Thanks, Nomoss, that's exactly the kind of information I was hoping to find. Yes, we'll indeed check the insulation while the tiles are off.


----------



## berkinet

Nomoss said:


> ...Total cost was 8,500€.
> 
> This included:...


That may not be all that far off from the estimate noted by Traveler12B. Just factoring in the difference in size (93ms vs 75ms) the price would be 10540. However, you bid excluded a number of things and had some special conditions: some existing flashing, no scaffolding or crane, no chimney. And, the price was from 5 years ago. Things like price increases, multiple pitches, cap tiles, valleys, access, gutters, etc. could easily account for the difference between 10540 and 20000.

That is not to say the 20000 price is correct. But only that it does not seem to be completely out of line. Personally, I'd do as everyone has suggested and get more bids. I might suggest 3 bids: a large firm, maybe national, a local contractor and roofing specialist.


----------



## Traveler12B

berkinet said:


> Personally, I'd do as everyone has suggested and get more bids. I might suggest 3 bids: a large firm, maybe national, a local contractor and roofing specialist.


Thanks, Berkinet, yes that's the plan. This was just the first estimate but since it was over twice the price we were expecting I thought it would be good to find out the experience of others.


----------



## Yours truly confused

Sorry it has taken so long but we have just had our “Devis”, one for labour and one for materials that we will pay direct to the supplier. Our Artisan negotiates the cost of materials and we pay direct.

This is for a barn roof at around 9 meters high, requires scaffold. Removal and disposal of old slate tiles, replacement of chevrons as required, no insulation but a membrane fitted, lattes and renewal of slates. It is coming out at around €150 per meter square, but we are in relatively low cost 

We are awaiting the house devis which may, as we need velux lifting and replacing, be more expensive. We were recommended our Artisan by locals, he has a good reputation and is always busy. Look around you, talk to your neighbours, see who they recommend and get a few quotes.


----------



## 95995

Yours truly confused said:


> Sorry it has taken so long but we have just had our “Devis”, one for labour and one for materials that we will pay direct to the supplier. Our Artisan negotiates the cost of materials and we pay direct.
> 
> This is for a barn roof at around 9 meters high, requires scaffold. Removal and disposal of old slate tiles, replacement of chevrons as required, no insulation but a membrane fitted, lattes and renewal of slates.
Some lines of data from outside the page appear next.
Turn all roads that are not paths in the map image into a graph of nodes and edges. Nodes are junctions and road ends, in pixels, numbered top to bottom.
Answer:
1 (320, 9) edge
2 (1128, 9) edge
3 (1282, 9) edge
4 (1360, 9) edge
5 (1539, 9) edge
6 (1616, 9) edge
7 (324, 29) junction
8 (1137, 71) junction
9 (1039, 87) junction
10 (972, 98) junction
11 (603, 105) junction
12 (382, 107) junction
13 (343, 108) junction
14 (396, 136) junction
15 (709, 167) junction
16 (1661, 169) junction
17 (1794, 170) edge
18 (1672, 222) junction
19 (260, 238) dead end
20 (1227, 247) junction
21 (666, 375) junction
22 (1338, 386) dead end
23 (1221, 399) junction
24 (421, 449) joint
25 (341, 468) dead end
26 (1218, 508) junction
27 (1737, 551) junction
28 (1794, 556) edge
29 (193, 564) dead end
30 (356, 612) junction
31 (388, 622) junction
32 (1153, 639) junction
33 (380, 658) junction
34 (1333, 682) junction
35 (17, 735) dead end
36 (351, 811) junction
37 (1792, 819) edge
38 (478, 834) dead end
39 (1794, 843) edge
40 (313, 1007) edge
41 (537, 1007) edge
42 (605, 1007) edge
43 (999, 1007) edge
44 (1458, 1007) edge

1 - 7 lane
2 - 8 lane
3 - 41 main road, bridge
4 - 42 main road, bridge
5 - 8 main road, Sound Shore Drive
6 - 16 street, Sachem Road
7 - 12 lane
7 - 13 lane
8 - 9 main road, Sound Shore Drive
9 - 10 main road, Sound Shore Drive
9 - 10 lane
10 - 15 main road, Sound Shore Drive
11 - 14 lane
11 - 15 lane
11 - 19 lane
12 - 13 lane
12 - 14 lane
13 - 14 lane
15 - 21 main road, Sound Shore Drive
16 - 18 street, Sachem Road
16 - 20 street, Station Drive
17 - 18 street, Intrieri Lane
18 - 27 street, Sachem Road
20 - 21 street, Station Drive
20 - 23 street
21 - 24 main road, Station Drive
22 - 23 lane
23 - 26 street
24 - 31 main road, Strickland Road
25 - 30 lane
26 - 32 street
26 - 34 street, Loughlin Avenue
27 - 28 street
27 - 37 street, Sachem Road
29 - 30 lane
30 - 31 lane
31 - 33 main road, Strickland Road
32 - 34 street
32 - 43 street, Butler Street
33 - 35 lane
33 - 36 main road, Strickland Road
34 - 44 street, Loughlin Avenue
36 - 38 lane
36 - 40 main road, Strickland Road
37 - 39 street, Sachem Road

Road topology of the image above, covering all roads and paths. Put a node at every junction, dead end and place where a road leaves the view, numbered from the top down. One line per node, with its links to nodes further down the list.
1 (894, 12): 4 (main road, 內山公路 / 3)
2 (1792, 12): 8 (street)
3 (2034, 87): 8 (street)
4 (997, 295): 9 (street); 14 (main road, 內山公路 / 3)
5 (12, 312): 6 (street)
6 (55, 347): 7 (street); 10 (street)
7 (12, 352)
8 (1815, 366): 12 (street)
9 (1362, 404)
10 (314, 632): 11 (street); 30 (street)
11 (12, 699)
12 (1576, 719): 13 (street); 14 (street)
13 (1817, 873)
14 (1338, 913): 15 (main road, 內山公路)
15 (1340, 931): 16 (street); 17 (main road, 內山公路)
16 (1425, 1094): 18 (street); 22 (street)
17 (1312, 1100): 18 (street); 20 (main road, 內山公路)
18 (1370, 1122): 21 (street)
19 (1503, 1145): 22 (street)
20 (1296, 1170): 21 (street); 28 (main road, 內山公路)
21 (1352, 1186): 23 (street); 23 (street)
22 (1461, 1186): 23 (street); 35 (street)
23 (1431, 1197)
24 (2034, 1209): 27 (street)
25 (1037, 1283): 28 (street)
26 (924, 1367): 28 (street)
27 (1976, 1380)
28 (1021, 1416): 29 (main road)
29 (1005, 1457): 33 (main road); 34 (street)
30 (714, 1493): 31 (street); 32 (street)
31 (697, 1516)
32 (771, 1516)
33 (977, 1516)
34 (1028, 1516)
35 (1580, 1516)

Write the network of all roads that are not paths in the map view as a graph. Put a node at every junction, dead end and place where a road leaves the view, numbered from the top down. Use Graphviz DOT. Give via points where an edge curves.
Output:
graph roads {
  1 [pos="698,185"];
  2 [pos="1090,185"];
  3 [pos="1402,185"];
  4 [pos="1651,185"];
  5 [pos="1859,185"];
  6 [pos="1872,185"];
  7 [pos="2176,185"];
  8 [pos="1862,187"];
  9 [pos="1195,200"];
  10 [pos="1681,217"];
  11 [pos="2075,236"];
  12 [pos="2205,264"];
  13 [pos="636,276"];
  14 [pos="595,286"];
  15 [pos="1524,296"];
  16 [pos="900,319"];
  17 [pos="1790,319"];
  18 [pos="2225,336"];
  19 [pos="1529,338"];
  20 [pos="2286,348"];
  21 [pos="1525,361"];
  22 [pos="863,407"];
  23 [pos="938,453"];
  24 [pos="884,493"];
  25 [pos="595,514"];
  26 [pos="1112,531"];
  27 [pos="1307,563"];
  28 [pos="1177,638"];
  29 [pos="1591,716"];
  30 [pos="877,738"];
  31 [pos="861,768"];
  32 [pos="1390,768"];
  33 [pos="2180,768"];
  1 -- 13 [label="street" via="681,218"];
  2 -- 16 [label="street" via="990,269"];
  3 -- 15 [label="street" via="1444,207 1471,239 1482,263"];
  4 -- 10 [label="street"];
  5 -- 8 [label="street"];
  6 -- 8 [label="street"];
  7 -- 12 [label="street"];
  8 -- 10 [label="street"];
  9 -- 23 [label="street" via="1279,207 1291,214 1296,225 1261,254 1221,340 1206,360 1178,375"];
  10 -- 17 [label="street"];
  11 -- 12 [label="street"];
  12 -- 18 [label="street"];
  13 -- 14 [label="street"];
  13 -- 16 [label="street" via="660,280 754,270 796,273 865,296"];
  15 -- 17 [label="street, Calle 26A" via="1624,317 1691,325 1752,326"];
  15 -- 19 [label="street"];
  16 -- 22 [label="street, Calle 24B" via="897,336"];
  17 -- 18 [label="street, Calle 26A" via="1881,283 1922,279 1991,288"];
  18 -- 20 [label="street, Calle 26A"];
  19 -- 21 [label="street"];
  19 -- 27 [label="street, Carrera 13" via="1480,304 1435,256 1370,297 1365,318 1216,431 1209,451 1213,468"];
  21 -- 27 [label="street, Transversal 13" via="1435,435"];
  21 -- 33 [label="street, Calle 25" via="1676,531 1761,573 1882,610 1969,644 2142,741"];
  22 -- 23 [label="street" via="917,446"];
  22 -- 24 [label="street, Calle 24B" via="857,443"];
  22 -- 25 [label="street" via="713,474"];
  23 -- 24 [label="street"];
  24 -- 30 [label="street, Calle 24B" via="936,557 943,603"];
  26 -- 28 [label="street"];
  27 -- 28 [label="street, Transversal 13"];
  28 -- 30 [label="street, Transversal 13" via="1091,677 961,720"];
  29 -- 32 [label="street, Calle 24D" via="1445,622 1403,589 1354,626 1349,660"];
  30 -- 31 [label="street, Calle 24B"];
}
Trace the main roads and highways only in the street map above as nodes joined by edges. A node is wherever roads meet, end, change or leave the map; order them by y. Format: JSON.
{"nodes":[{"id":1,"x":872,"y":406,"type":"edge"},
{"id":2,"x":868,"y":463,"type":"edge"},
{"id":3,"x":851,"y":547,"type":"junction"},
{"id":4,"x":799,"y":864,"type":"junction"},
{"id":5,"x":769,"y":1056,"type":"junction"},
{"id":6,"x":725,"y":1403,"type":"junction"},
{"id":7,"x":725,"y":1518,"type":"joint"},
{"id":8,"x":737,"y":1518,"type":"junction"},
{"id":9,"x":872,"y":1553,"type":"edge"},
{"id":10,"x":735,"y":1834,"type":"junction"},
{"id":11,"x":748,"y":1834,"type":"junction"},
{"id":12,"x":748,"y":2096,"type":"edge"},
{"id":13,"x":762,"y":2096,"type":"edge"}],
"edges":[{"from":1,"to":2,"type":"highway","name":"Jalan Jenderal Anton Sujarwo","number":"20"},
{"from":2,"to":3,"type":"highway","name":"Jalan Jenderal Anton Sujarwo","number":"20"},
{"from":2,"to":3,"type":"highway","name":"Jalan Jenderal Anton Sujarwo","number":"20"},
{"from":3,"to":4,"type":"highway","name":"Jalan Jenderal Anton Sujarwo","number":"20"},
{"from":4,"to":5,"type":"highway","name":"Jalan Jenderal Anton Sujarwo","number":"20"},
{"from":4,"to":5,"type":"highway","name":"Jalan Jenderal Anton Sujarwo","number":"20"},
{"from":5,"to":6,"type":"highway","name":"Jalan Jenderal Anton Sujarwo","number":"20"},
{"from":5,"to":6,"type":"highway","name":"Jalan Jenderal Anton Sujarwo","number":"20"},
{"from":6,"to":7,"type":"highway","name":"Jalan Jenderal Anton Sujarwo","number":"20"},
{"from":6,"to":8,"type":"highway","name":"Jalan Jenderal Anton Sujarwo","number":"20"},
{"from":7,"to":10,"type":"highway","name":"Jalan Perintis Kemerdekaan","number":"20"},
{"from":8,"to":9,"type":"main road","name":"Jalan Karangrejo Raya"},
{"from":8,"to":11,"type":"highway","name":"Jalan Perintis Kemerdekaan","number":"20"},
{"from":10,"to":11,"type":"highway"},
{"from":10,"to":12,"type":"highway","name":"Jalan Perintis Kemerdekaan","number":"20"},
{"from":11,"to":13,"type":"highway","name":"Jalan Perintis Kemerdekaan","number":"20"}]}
It is coming out at around €150 per meter square, but we are in relatively low cost
> 
> We are awaiting the house devis which may, as we need velux lifting and replacing, be more expensive. We were recommended our Artisan by locals, he has a good reputation and is always busy. Look around you, talk to your neighbours, see who they recommend and get a few quotes.


Great post. 

As for actually getting the work done, I know for a fact that there is at lease one roofing experts in my area that only stopped working for 3 days because of Covid-19 (a friend's husband works for that company) because they considered that there was no risk working on roofs, though not all contractors have had the same view and some have more requests than they can handle in coming months, thus taling to people in the general area is even more important, at least if you want the work done during summer/autumn, when the weather might be more appropriate (barring summer storms, of course)..


----------



## luvinlife

I have had a quote of €21,000 for 60 sq m roof area. The property is not too far from you. I am getting a couple more quotes as it seems high. The structure and timbers are all fine. Did you manage to get the cost down on your project? If you could give me any tips or advice, it would be greatly appreciated.


----------



## Traveler12B

luvinlife said:


> I have had a quote of €21,000 for 60 sq m roof area. The property is not too far from you. I am getting a couple more quotes as it seems high. The structure and timbers are all fine. Did you manage to get the cost down on your project? If you could give me any tips or advice, it would be greatly appreciated.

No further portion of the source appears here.